Covid-19 coronavirus: Judicial rescheduling during the Insolvency Moratorium in Russia
11 June 2020
On 8 June 2020 a new set of amendments to Article 9.1 of the Russian Federal Law "On Insolvency (Bankruptcy)" governing the insolvency moratorium regime (the Insolvency Moratorium) came into effect. The Insolvency Moratorium, which aimed to protect the business sector during Covid-19 pandemic, was introduced on 6 April 2020 by the Russian Government in respect of companies operating in the hardest-hit industries, as well as systemically important and strategic enterprises, other than those specifically opting out of the Insolvency Moratorium regime (the Moratorium Debtors).
As discussed in our Alert "Insolvency Moratorium in Russia" of 10 April 2020, the Insolvency Moratorium prohibits bankruptcy filings with regard to the Moratorium Debtors initiated by creditors only. It does not prevent a Moratorium Debtor initiating its own bankruptcy.
Going forwards, a Moratorium Debtor is also entitled to file an application with an arbitrazh court seeking a judicial rescheduling of its debts if, following its bankruptcy petition, supervision has been imposed by the relevant court. Such an application may be filed not earlier than the date of the first creditors’ meeting and is subject to a number of conditions including: 1) there must be more than 20 per cent decline in the Moratorium Debtor’s income as compared to the same period in the previous year; 2) there must not be any wage or other claims by individuals; 3) no amicable settlement is adopted by a creditors’ meeting; 4) the bankruptcy petition was filed by the Moratorium Debtor after 6 May 2020.
The judicial rescheduling may be granted for one or, in certain cases, two or three years. The judicial rescheduling will be granted for two years if the Moratorium Debtor’s income has dropped by more than 50 per cent as compared to the same period in the previous year. If the Moratorium Debtor is also a strategic enterprise, the judicial rescheduling will be granted for three years. If the judicial rescheduling period exceeds one year, the Moratorium Debtor has to provide security to its unsecured creditors in the form of a bank guarantee or pledge of property.
The judicial rescheduling should contain the following key conditions:
- rescheduling of the terms of the liabilities that were overdue as of the bankruptcy initiation date, as well as the liabilities which are to be included into the creditors’ claims register and which become due within one year (or, in the abovementioned certain cases, two or three years) from the date of the judicial rescheduling;
- the above liabilities are to be discharged by equal monthly instalments within one year (or, in the abovementioned cases, two or three years);
- restrictions on payment of dividends, buyback of shares, set-off of similar mutual counterclaims, charging any penalties and enforcement of pledges, as generally provided for by the Insolvency Moratorium regime, will apply during the term of the judicial rescheduling;
- contractual interest (or by reference to the Russian Central Bank key rate) shall accrue in respect of any judicial rescheduling period exceeding one year;
- enforcement proceedings initiated in respect of claims arising before the judicial rescheduling will be terminated; and
- the Moratorium Debtor will be bound by certain information undertakings towards its creditors.
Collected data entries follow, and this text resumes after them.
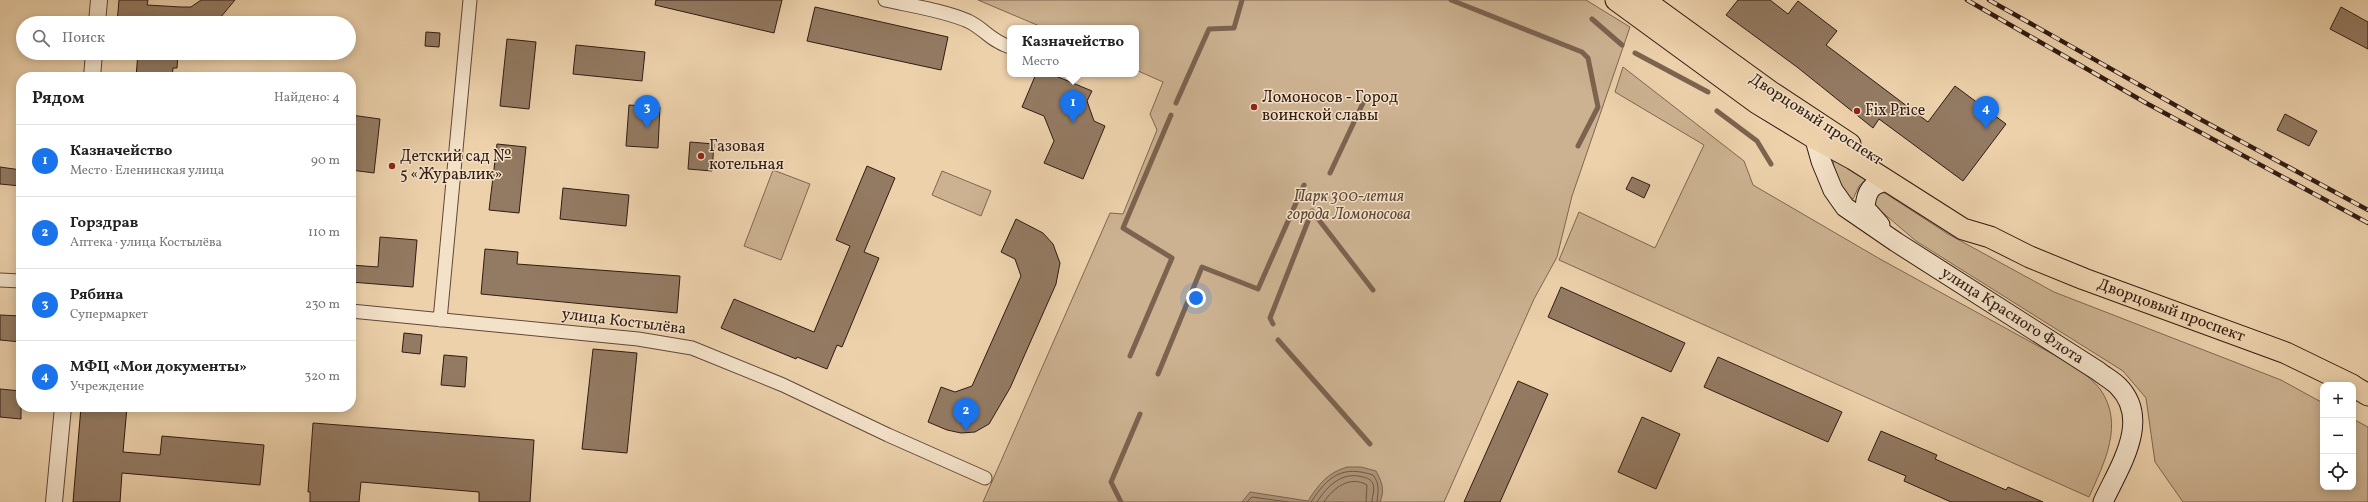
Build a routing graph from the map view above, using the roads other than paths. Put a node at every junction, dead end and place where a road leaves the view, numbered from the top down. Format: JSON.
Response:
{"nodes":[{"id":1,"x":99,"y":0,"type":"edge"},
{"id":2,"x":470,"y":0,"type":"edge"},
{"id":3,"x":884,"y":0,"type":"edge"},
{"id":4,"x":1616,"y":0,"type":"edge"},
{"id":5,"x":1644,"y":0,"type":"edge"},
{"id":6,"x":98,"y":16,"type":"edge"},
{"id":7,"x":1007,"y":46,"type":"edge"},
{"id":8,"x":93,"y":60,"type":"edge"},
{"id":9,"x":92,"y":72,"type":"edge"},
{"id":10,"x":1802,"y":122,"type":"junction"},
{"id":11,"x":1848,"y":142,"type":"junction"},
{"id":12,"x":1820,"y":148,"type":"junction"},
{"id":13,"x":1888,"y":181,"type":"junction"},
{"id":14,"x":1990,"y":237,"type":"junction"},
{"id":15,"x":1896,"y":242,"type":"junction"},
{"id":16,"x":0,"y":280,"type":"edge"},
{"id":17,"x":16,"y":281,"type":"edge"},
{"id":18,"x":356,"y":312,"type":"edge"},
{"id":19,"x":440,"y":320,"type":"junction"},
{"id":20,"x":2346,"y":382,"type":"edge"},
{"id":21,"x":2356,"y":388,"type":"edge"},
{"id":22,"x":2368,"y":395,"type":"edge"},
{"id":23,"x":63,"y":412,"type":"edge"},
{"id":24,"x":985,"y":478,"type":"dead end"},
{"id":25,"x":54,"y":502,"type":"edge"},
{"id":26,"x":2104,"y":502,"type":"edge"}],
"edges":[{"from":1,"to":6,"type":"street"},
{"from":2,"to":19,"type":"street"},
{"from":3,"to":7,"type":"street"},
{"from":4,"to":10,"type":"main road","name":"Дворцовый проспект"},
{"from":5,"to":10,"type":"main road","name":"Дворцовый проспект"},
{"from":8,"to":9,"type":"street"},
{"from":10,"to":11,"type":"main road","name":"Дворцовый проспект"},
{"from":10,"to":12,"type":"main road","name":"Дворцовый проспект"},
{"from":11,"to":12,"type":"main road"},
{"from":11,"to":14,"type":"main road","name":"Дворцовый проспект"},
{"from":12,"to":13,"type":"main road","name":"Дворцовый проспект"},
{"from":12,"to":15,"type":"main road","name":"улица Красного Флота"},
{"from":13,"to":14,"type":"main road","name":"Дворцовый проспект"},
{"from":13,"to":15,"type":"main road","name":"Дворцовый проспект"},
{"from":14,"to":20,"type":"main road","name":"Дворцовый проспект"},
{"from":15,"to":26,"type":"main road","name":"улица Красного Флота"},
{"from":16,"to":17,"type":"street"},
{"from":18,"to":19,"type":"street","name":"улица Костылёва"},
{"from":19,"to":24,"type":"street","name":"улица Костылёва"},
{"from":21,"to":22,"type":"main road","name":"Дворцовый проспект"},
{"from":23,"to":25,"type":"street"}]}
The judicial rescheduling applies to the claims of all creditors, including those not included into the creditors’ claims register (regardless of any provisions in the underlying agreement whereby the relevant liabilities may be accelerated). Consequently, any customary for credit documentation provisions regarding events of default, acceleration and mandatory prepayment are not applicable while the judicial rescheduling is in force.
The bankruptcy proceeding initiated by the Moratorium Debtor is terminated while the judicial rescheduling is in force. If the Moratorium Debtor fails to comply with all applicable conditions of the judicial rescheduling, an arbitrazh court may revoke the judicial rescheduling in respect of all creditors and resume the relevant bankruptcy proceeding at the same stage as when it was terminated.
By introducing these amendments the legislator has offered to the Moratorium Debtors most affected by the pandemic an opportunity to try and solve their financial difficulties otherwise than through bankruptcy. However, the creditors of such Moratorium Debtors should bear in mind that if a judicial rescheduling is granted in relation to that debtor, their liabilities may be rescheduled for a term of one to three years. If that happens, contractual interest will accrue only if the rescheduling term exceeds one year, no default interest will be charged throughout the relevant rescheduling period, no enforcement of any pledge is allowed and no prepayment provisions will apply.
We would welcome opportunities to discuss the consequences of the Insolvency Moratorium with our clients in more detail. Please do not hesitate to contact us.
 Federal Law No. 166-FZ dated 8 June 2020 "On Introduction of Amendments to Certain Legislative Acts of the Russian Federation for the purposes of Taking Urgent Measures for Sustainable Economic Development and Prevention of the Consequences of New Coronavirus Infection Outbreak".
 Resolution of the Russian Government No. 428 dated 3 April 2020 "On Introduction of Moratorium on Initiation of Insolvency Proceedings upon Application of Creditors with regard to Certain Debtors".